-- Opening Marker --

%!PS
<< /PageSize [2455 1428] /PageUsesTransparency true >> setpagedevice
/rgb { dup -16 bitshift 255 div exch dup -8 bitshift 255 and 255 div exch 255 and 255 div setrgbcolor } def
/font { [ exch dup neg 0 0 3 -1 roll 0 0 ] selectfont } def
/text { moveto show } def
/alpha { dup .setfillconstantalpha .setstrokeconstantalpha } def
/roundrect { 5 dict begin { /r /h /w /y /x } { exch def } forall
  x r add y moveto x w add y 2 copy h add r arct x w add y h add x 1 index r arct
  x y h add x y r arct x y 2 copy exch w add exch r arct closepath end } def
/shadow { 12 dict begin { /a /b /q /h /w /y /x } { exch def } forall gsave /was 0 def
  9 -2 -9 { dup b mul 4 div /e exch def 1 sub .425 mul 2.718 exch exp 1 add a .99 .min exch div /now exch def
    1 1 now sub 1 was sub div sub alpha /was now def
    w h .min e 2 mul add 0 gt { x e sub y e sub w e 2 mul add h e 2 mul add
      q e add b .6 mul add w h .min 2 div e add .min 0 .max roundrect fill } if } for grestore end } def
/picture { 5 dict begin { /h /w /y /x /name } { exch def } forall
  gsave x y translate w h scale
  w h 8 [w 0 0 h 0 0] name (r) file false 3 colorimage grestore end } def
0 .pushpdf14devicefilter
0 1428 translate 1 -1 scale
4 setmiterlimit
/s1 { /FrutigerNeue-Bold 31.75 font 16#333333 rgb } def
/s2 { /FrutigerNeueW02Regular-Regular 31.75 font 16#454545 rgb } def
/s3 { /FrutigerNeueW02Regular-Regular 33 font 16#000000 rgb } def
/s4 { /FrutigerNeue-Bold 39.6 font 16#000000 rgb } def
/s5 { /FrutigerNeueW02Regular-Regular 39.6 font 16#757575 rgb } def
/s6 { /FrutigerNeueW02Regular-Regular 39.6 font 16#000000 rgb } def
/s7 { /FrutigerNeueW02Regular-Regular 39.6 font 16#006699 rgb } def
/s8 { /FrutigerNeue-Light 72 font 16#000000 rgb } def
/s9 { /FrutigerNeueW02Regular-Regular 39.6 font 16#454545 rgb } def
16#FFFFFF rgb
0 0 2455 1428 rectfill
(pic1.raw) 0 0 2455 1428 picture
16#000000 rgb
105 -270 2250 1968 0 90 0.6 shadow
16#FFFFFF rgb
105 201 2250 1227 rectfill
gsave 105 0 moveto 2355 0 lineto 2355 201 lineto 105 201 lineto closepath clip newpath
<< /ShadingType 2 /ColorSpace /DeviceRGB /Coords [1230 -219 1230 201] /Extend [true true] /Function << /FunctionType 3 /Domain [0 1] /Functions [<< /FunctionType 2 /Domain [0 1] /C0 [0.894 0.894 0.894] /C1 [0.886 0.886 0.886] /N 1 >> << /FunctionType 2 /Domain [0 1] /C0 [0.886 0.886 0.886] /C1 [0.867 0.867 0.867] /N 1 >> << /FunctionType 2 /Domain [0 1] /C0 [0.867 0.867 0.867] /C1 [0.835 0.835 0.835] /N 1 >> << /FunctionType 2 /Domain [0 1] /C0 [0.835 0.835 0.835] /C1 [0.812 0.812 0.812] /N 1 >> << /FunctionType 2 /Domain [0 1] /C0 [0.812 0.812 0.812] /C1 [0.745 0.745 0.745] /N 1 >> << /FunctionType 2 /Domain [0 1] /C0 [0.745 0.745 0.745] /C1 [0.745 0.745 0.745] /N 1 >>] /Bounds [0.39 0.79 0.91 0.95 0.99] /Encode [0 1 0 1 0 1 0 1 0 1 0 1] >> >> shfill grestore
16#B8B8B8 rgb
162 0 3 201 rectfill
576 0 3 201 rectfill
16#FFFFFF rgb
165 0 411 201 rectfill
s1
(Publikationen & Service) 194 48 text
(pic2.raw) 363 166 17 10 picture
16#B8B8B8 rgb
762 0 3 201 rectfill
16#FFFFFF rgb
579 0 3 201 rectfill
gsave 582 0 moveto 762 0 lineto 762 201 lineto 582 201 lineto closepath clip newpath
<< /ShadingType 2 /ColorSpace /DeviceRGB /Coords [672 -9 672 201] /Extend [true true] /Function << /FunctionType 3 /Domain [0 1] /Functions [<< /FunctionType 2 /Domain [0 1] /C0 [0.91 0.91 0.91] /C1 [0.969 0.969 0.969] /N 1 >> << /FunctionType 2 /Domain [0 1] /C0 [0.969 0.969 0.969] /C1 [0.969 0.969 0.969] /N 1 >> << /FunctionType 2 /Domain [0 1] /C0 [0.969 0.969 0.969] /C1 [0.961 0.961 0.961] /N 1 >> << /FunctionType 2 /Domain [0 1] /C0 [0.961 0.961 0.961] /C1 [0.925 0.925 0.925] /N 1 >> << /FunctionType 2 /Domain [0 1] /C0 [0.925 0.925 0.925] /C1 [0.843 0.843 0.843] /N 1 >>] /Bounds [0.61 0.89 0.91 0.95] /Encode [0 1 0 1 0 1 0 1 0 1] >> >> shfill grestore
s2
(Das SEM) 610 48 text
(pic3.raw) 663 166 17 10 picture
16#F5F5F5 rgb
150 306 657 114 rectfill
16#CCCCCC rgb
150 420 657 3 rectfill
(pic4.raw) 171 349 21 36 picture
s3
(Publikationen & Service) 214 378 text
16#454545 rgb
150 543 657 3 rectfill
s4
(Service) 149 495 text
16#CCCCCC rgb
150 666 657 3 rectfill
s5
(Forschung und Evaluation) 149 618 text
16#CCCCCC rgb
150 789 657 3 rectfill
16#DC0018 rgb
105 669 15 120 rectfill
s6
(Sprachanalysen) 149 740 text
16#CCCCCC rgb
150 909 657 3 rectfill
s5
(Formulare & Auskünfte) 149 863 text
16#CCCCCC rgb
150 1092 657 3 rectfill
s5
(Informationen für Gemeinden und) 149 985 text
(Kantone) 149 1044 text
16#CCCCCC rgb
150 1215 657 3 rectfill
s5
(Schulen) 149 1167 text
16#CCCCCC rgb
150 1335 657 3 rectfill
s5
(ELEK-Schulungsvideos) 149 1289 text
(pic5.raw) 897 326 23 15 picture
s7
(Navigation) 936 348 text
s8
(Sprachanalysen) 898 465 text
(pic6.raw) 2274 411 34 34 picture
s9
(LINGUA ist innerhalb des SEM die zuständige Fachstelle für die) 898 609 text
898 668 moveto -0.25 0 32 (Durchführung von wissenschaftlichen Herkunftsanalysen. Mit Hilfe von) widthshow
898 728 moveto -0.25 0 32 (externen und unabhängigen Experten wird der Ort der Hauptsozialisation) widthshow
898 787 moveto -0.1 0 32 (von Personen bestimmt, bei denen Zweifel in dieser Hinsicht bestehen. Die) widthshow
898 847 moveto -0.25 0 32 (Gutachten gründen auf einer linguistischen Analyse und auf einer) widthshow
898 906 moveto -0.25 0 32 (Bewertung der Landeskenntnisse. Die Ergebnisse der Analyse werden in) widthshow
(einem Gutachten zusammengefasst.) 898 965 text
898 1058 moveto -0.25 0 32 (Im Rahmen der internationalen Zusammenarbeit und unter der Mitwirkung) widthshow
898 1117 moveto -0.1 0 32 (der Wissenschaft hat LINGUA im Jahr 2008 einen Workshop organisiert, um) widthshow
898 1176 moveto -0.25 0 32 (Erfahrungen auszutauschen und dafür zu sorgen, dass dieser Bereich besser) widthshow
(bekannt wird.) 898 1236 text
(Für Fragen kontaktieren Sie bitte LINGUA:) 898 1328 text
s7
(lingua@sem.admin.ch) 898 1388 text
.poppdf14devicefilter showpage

-- Closing Marker --

## Work order
Copy, please, exactly the lines that start at the first line of the data and end at the line containing "0 .pushpdf14devicefilter", both kept and no others.

## Expected answer
%!PS
<< /PageSize [2455 1428] /PageUsesTransparency true >> setpagedevice
/rgb { dup -16 bitshift 255 div exch dup -8 bitshift 255 and 255 div exch 255 and 255 div setrgbcolor } def
/font { [ exch dup neg 0 0 3 -1 roll 0 0 ] selectfont } def
/text { moveto show } def
/alpha { dup .setfillconstantalpha .setstrokeconstantalpha } def
/roundrect { 5 dict begin { /r /h /w /y /x } { exch def } forall
  x r add y moveto x w add y 2 copy h add r arct x w add y h add x 1 index r arct
  x y h add x y r arct x y 2 copy exch w add exch r arct closepath end } def
/shadow { 12 dict begin { /a /b /q /h /w /y /x } { exch def } forall gsave /was 0 def
  9 -2 -9 { dup b mul 4 div /e exch def 1 sub .425 mul 2.718 exch exp 1 add a .99 .min exch div /now exch def
    1 1 now sub 1 was sub div sub alpha /was now def
    w h .min e 2 mul add 0 gt { x e sub y e sub w e 2 mul add h e 2 mul add
      q e add b .6 mul add w h .min 2 div e add .min 0 .max roundrect fill } if } for grestore end } def
/picture { 5 dict begin { /h /w /y /x /name } { exch def } forall
  gsave x y translate w h scale
  w h 8 [w 0 0 h 0 0] name (r) file false 3 colorimage grestore end } def
0 .pushpdf14devicefilter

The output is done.